TASK TO COMPLETE:
After locating the line containing "Build a gazetteer", restate that line and each one after it exactly, through the last line of the material.

DATA PROVIDED:
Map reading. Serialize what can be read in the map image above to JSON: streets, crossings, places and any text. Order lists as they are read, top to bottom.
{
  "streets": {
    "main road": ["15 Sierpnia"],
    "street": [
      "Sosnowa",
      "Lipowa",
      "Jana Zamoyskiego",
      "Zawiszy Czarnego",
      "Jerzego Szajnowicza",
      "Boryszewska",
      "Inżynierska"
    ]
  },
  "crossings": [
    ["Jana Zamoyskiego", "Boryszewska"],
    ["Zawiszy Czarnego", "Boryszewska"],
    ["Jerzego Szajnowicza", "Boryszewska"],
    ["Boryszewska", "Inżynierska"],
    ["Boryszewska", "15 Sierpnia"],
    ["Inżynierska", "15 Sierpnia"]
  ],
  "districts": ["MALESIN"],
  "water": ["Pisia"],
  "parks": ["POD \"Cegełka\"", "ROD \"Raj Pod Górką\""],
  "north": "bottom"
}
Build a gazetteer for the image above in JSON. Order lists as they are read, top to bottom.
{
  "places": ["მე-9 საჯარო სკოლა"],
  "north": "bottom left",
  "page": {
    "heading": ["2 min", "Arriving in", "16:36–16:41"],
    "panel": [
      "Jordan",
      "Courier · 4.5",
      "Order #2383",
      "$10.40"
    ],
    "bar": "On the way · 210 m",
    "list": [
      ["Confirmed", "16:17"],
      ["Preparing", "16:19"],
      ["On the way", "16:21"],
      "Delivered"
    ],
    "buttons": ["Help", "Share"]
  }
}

RESULT OF THE EXERCISE:
Build a gazetteer for the image above in JSON. Order lists as they are read, top to bottom.
{
  "places": ["მე-9 საჯარო სკოლა"],
  "north": "bottom left",
  "page": {
    "heading": ["2 min", "Arriving in", "16:36–16:41"],
    "panel": [
      "Jordan",
      "Courier · 4.5",
      "Order #2383",
      "$10.40"
    ],
    "bar": "On the way · 210 m",
    "list": [
      ["Confirmed", "16:17"],
      ["Preparing", "16:19"],
      ["On the way", "16:21"],
      "Delivered"
    ],
    "buttons": ["Help", "Share"]
  }
}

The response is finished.